# Requirement:
Scan the entries and copy each line where the word "highway" is present.

(Stored data entries)

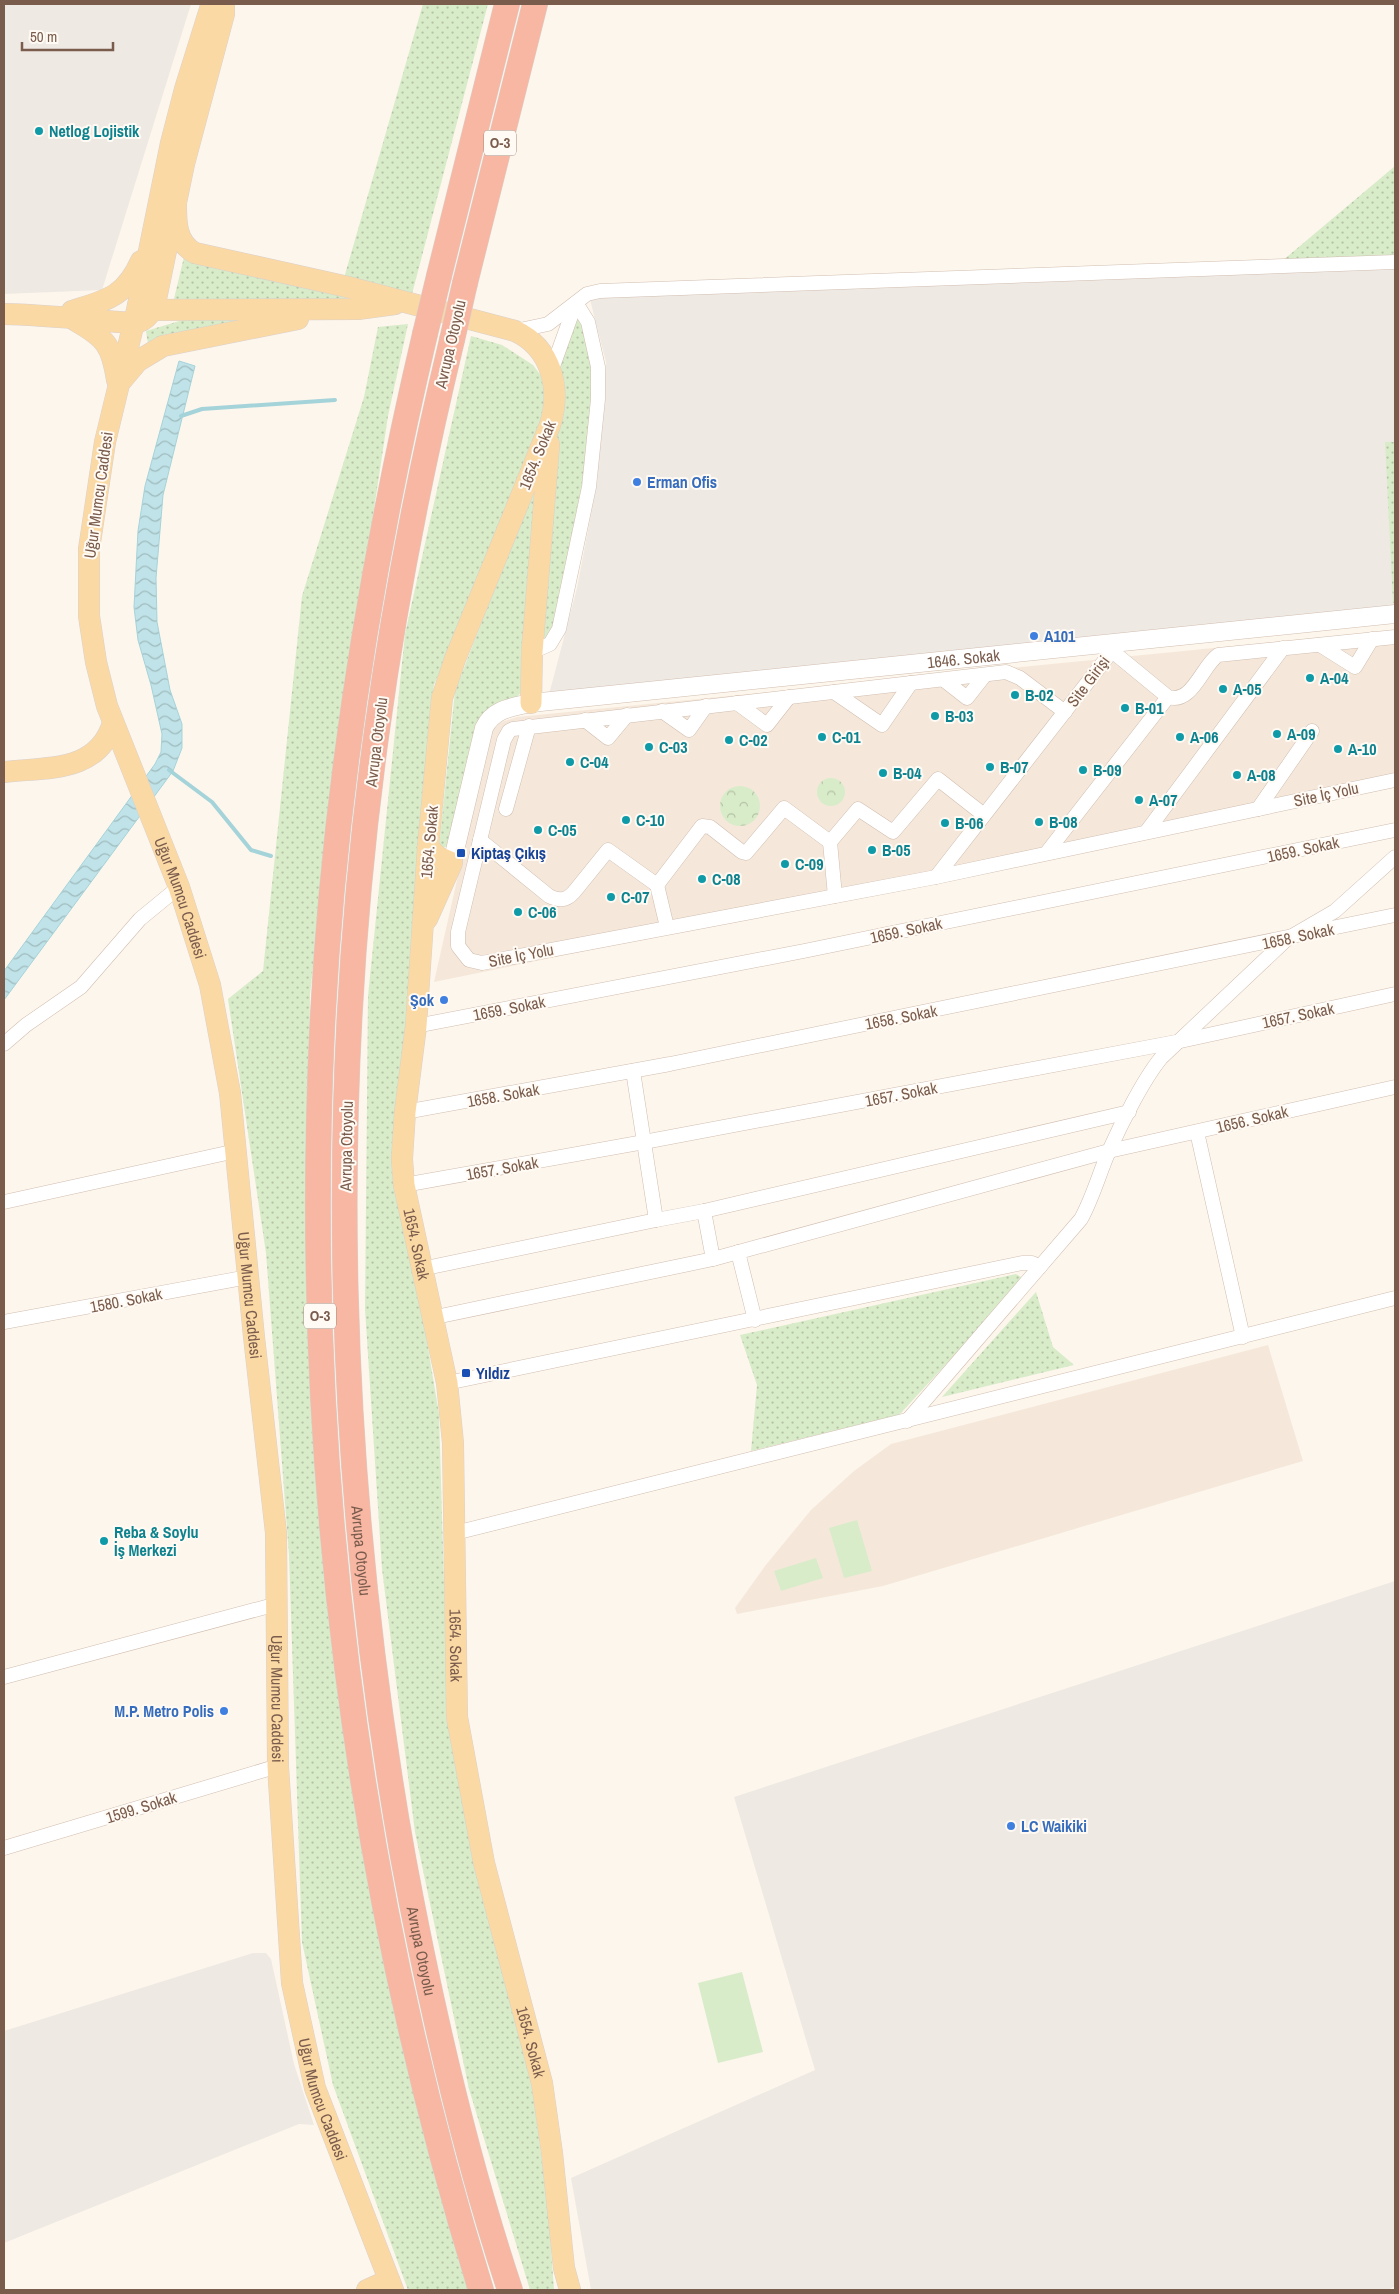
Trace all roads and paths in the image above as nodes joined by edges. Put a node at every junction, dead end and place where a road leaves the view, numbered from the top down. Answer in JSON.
{"nodes":[{"id":1,"x":214,"y":4,"type":"edge"},
{"id":2,"x":224,"y":4,"type":"edge"},
{"id":3,"x":507,"y":4,"type":"edge"},
{"id":4,"x":535,"y":4,"type":"edge"},
{"id":5,"x":176,"y":197,"type":"junction"},
{"id":6,"x":151,"y":238,"type":"junction"},
{"id":7,"x":1395,"y":262,"type":"edge"},
{"id":8,"x":410,"y":303,"type":"junction"},
{"id":9,"x":576,"y":303,"type":"junction"},
{"id":10,"x":358,"y":309,"type":"junction"},
{"id":11,"x":4,"y":314,"type":"edge"},
{"id":12,"x":141,"y":314,"type":"junction"},
{"id":13,"x":66,"y":315,"type":"junction"},
{"id":14,"x":515,"y":331,"type":"junction"},
{"id":15,"x":551,"y":372,"type":"junction"},
{"id":16,"x":118,"y":385,"type":"junction"},
{"id":17,"x":550,"y":425,"type":"junction"},
{"id":18,"x":1395,"y":614,"type":"edge"},
{"id":19,"x":1395,"y":637,"type":"edge"},
{"id":20,"x":1372,"y":639,"type":"junction"},
{"id":21,"x":1320,"y":645,"type":"junction"},
{"id":22,"x":1112,"y":647,"type":"junction"},
{"id":23,"x":1283,"y":648,"type":"junction"},
{"id":24,"x":532,"y":652,"type":"junction"},
{"id":25,"x":985,"y":675,"type":"junction"},
{"id":26,"x":944,"y":680,"type":"junction"},
{"id":27,"x":911,"y":684,"type":"junction"},
{"id":28,"x":834,"y":692,"type":"junction"},
{"id":29,"x":790,"y":697,"type":"junction"},
{"id":30,"x":1168,"y":697,"type":"junction"},
{"id":31,"x":531,"y":703,"type":"junction"},
{"id":32,"x":738,"y":703,"type":"junction"},
{"id":33,"x":706,"y":706,"type":"junction"},
{"id":34,"x":662,"y":711,"type":"junction"},
{"id":35,"x":1065,"y":712,"type":"junction"},
{"id":36,"x":627,"y":715,"type":"junction"},
{"id":37,"x":585,"y":720,"type":"junction"},
{"id":38,"x":113,"y":722,"type":"junction"},
{"id":39,"x":528,"y":726,"type":"junction"},
{"id":40,"x":1312,"y":731,"type":"dead end"},
{"id":41,"x":4,"y":772,"type":"edge"},
{"id":42,"x":1395,"y":780,"type":"edge"},
{"id":43,"x":506,"y":809,"type":"dead end"},
{"id":44,"x":1258,"y":809,"type":"junction"},
{"id":45,"x":984,"y":815,"type":"junction"},
{"id":46,"x":1395,"y":830,"type":"edge"},
{"id":47,"x":1147,"y":831,"type":"junction"},
{"id":48,"x":480,"y":840,"type":"junction"},
{"id":49,"x":830,"y":842,"type":"junction"},
{"id":50,"x":428,"y":847,"type":"junction"},
{"id":51,"x":1048,"y":851,"type":"junction"},
{"id":52,"x":1395,"y":857,"type":"edge"},
{"id":53,"x":474,"y":868,"type":"junction"},
{"id":54,"x":448,"y":872,"type":"junction"},
{"id":55,"x":936,"y":877,"type":"junction"},
{"id":56,"x":657,"y":885,"type":"junction"},
{"id":57,"x":179,"y":887,"type":"junction"},
{"id":58,"x":469,"y":887,"type":"junction"},
{"id":59,"x":835,"y":896,"type":"junction"},
{"id":60,"x":1395,"y":915,"type":"edge"},
{"id":61,"x":667,"y":927,"type":"junction"},
{"id":62,"x":421,"y":930,"type":"junction"},
{"id":63,"x":1288,"y":939,"type":"junction"},
{"id":64,"x":1395,"y":994,"type":"edge"},
{"id":65,"x":416,"y":1026,"type":"junction"},
{"id":66,"x":1176,"y":1042,"type":"junction"},
{"id":67,"x":4,"y":1044,"type":"edge"},
{"id":68,"x":633,"y":1071,"type":"junction"},
{"id":69,"x":1395,"y":1087,"type":"edge"},
{"id":70,"x":405,"y":1112,"type":"junction"},
{"id":71,"x":1129,"y":1112,"type":"junction"},
{"id":72,"x":1196,"y":1132,"type":"junction"},
{"id":73,"x":644,"y":1142,"type":"junction"},
{"id":74,"x":236,"y":1151,"type":"junction"},
{"id":75,"x":1108,"y":1151,"type":"junction"},
{"id":76,"x":404,"y":1185,"type":"junction"},
{"id":77,"x":4,"y":1202,"type":"edge"},
{"id":78,"x":704,"y":1211,"type":"junction"},
{"id":79,"x":656,"y":1220,"type":"junction"},
{"id":80,"x":738,"y":1252,"type":"junction"},
{"id":81,"x":713,"y":1259,"type":"junction"},
{"id":82,"x":1040,"y":1267,"type":"junction"},
{"id":83,"x":421,"y":1269,"type":"junction"},
{"id":84,"x":248,"y":1277,"type":"junction"},
{"id":85,"x":1395,"y":1298,"type":"edge"},
{"id":86,"x":431,"y":1318,"type":"junction"},
{"id":87,"x":754,"y":1320,"type":"junction"},
{"id":88,"x":4,"y":1322,"type":"edge"},
{"id":89,"x":1243,"y":1337,"type":"junction"},
{"id":90,"x":446,"y":1383,"type":"junction"},
{"id":91,"x":907,"y":1421,"type":"junction"},
{"id":92,"x":455,"y":1533,"type":"junction"},
{"id":93,"x":277,"y":1604,"type":"junction"},
{"id":94,"x":4,"y":1677,"type":"edge"},
{"id":95,"x":278,"y":1766,"type":"junction"},
{"id":96,"x":4,"y":1848,"type":"edge"},
{"id":97,"x":391,"y":2285,"type":"edge"},
{"id":98,"x":367,"y":2290,"type":"edge"},
{"id":99,"x":481,"y":2290,"type":"edge"},
{"id":100,"x":510,"y":2290,"type":"edge"},
{"id":101,"x":570,"y":2290,"type":"edge"}],
"edges":[{"from":1,"to":6,"type":"main road"},
{"from":2,"to":5,"type":"main road"},
{"from":3,"to":99,"type":"highway","name":"Avrupa Otoyolu","number":"O-3","bridge":true},
{"from":4,"to":100,"type":"highway","name":"Avrupa Otoyolu","number":"O-3","bridge":true},
{"from":5,"to":8,"type":"main road","name":"1654. Sokak"},
{"from":5,"to":12,"type":"main road"},
{"from":6,"to":12,"type":"main road"},
{"from":6,"to":13,"type":"main road"},
{"from":7,"to":9,"type":"street"},
{"from":8,"to":10,"type":"main road","name":"1654. Sokak"},
{"from":8,"to":14,"type":"main road","name":"1654. Sokak"},
{"from":9,"to":14,"type":"street"},
{"from":9,"to":15,"type":"street"},
{"from":9,"to":24,"type":"street"},
{"from":10,"to":12,"type":"main road","name":"1654. Sokak"},
{"from":10,"to":16,"type":"main road"},
{"from":11,"to":13,"type":"main road","name":"1654. Sokak"},
{"from":12,"to":13,"type":"main road","name":"1654. Sokak"},
{"from":12,"to":16,"type":"main road","name":"Uğur Mumcu Caddesi"},
{"from":13,"to":16,"type":"main road"},
{"from":14,"to":15,"type":"main road","name":"1654. Sokak"},
{"from":15,"to":17,"type":"main road","name":"1654. Sokak"},
{"from":16,"to":38,"type":"main road","name":"Uğur Mumcu Caddesi"},
{"from":17,"to":24,"type":"main road"},
{"from":17,"to":50,"type":"main road","name":"1654. Sokak"},
{"from":18,"to":22,"type":"street","name":"1646. Sokak"},
{"from":19,"to":20,"type":"street"},
{"from":20,"to":21,"type":"street"},
{"from":20,"to":21,"type":"street"},
{"from":21,"to":23,"type":"street"},
{"from":22,"to":30,"type":"street"},
{"from":22,"to":31,"type":"street","name":"1646. Sokak"},
{"from":22,"to":35,"type":"street","name":"Site Girişi"},
{"from":23,"to":30,"type":"street"},
{"from":23,"to":47,"type":"street"},
{"from":24,"to":31,"type":"main road"},
{"from":25,"to":26,"type":"street","name":"Site İç Yolu"},
{"from":25,"to":26,"type":"street"},
{"from":25,"to":35,"type":"street","name":"Site İç Yolu"},
{"from":26,"to":27,"type":"street","name":"Site İç Yolu"},
{"from":27,"to":28,"type":"street","name":"Site İç Yolu"},
{"from":27,"to":28,"type":"street"},
{"from":28,"to":29,"type":"street","name":"Site İç Yolu"},
{"from":29,"to":32,"type":"street","name":"Site İç Yolu"},
{"from":29,"to":32,"type":"street"},
{"from":30,"to":51,"type":"street"},
{"from":31,"to":54,"type":"street","name":"1646. Sokak"},
{"from":32,"to":33,"type":"street","name":"Site İç Yolu"},
{"from":33,"to":34,"type":"street","name":"Site İç Yolu"},
{"from":33,"to":34,"type":"street"},
{"from":34,"to":36,"type":"street","name":"Site İç Yolu"},
{"from":35,"to":45,"type":"street"},
{"from":36,"to":37,"type":"street","name":"Site İç Yolu"},
{"from":36,"to":37,"type":"street"},
{"from":37,"to":39,"type":"street","name":"Site İç Yolu"},
{"from":38,"to":41,"type":"main road"},
{"from":38,"to":57,"type":"main road","name":"Uğur Mumcu Caddesi"},
{"from":39,"to":43,"type":"street"},
{"from":39,"to":48,"type":"street","name":"Site İç Yolu"},
{"from":40,"to":44,"type":"street","name":"Site İç Yolu"},
{"from":42,"to":44,"type":"street","name":"Site İç Yolu"},
{"from":44,"to":47,"type":"street","name":"Site İç Yolu"},
{"from":45,"to":49,"type":"street"},
{"from":45,"to":55,"type":"street"},
{"from":46,"to":65,"type":"street","name":"1659. Sokak"},
{"from":47,"to":51,"type":"street","name":"Site İç Yolu"},
{"from":48,"to":53,"type":"street","name":"Site İç Yolu"},
{"from":48,"to":56,"type":"street"},
{"from":49,"to":56,"type":"street"},
{"from":49,"to":59,"type":"street"},
{"from":50,"to":54,"type":"main road"},
{"from":50,"to":62,"type":"main road","name":"1654. Sokak"},
{"from":51,"to":55,"type":"street","name":"Site İç Yolu"},
{"from":52,"to":63,"type":"street"},
{"from":53,"to":54,"type":"street"},
{"from":53,"to":58,"type":"street","name":"Site İç Yolu"},
{"from":54,"to":58,"type":"street"},
{"from":54,"to":62,"type":"main road"},
{"from":55,"to":59,"type":"street","name":"Site İç Yolu"},
{"from":56,"to":61,"type":"street"},
{"from":57,"to":67,"type":"street"},
{"from":57,"to":74,"type":"main road","name":"Uğur Mumcu Caddesi"},
{"from":58,"to":61,"type":"street","name":"Site İç Yolu"},
{"from":59,"to":61,"type":"street","name":"Site İç Yolu"},
{"from":60,"to":63,"type":"street","name":"1658. Sokak"},
{"from":62,"to":65,"type":"main road","name":"1654. Sokak"},
{"from":63,"to":66,"type":"street"},
{"from":63,"to":68,"type":"street","name":"1658. Sokak"},
{"from":64,"to":66,"type":"street","name":"1657. Sokak"},
{"from":65,"to":70,"type":"main road","name":"1654. Sokak"},
{"from":66,"to":71,"type":"street"},
{"from":66,"to":73,"type":"street","name":"1657. Sokak"},
{"from":68,"to":70,"type":"street","name":"1658. Sokak"},
{"from":68,"to":73,"type":"street"},
{"from":69,"to":72,"type":"street","name":"1656. Sokak"},
{"from":70,"to":76,"type":"main road","name":"1654. Sokak"},
{"from":71,"to":75,"type":"street"},
{"from":71,"to":78,"type":"street"},
{"from":72,"to":75,"type":"street","name":"1656. Sokak"},
{"from":72,"to":89,"type":"street"},
{"from":73,"to":76,"type":"street","name":"1657. Sokak"},
{"from":73,"to":79,"type":"street"},
{"from":74,"to":77,"type":"street"},
{"from":74,"to":84,"type":"main road","name":"Uğur Mumcu Caddesi"},
{"from":75,"to":80,"type":"street","name":"1656. Sokak"},
{"from":75,"to":82,"type":"street"},
{"from":76,"to":83,"type":"main road","name":"1654. Sokak"},
{"from":78,"to":79,"type":"street"},
{"from":78,"to":81,"type":"street"},
{"from":79,"to":83,"type":"street"},
{"from":80,"to":81,"type":"street","name":"1656. Sokak"},
{"from":80,"to":87,"type":"street"},
{"from":81,"to":86,"type":"street","name":"1656. Sokak"},
{"from":82,"to":87,"type":"street"},
{"from":82,"to":91,"type":"street"},
{"from":83,"to":86,"type":"main road","name":"1654. Sokak"},
{"from":84,"to":88,"type":"street","name":"1580. Sokak"},
{"from":84,"to":93,"type":"main road","name":"Uğur Mumcu Caddesi"},
{"from":85,"to":89,"type":"street"},
{"from":86,"to":90,"type":"main road","name":"1654. Sokak"},
{"from":87,"to":90,"type":"street"},
{"from":89,"to":91,"type":"street"},
{"from":90,"to":92,"type":"main road","name":"1654. Sokak"},
{"from":91,"to":92,"type":"street"},
{"from":92,"to":101,"type":"main road","name":"1654. Sokak"},
{"from":93,"to":94,"type":"street"},
{"from":93,"to":95,"type":"main road","name":"Uğur Mumcu Caddesi"},
{"from":95,"to":96,"type":"street","name":"1599. Sokak"},
{"from":95,"to":97,"type":"main road","name":"Uğur Mumcu Caddesi"},
{"from":97,"to":98,"type":"main road"}]}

# Answer to this exercise:
{"from":3,"to":99,"type":"highway","name":"Avrupa Otoyolu","number":"O-3","bridge":true},
{"from":4,"to":100,"type":"highway","name":"Avrupa Otoyolu","number":"O-3","bridge":true},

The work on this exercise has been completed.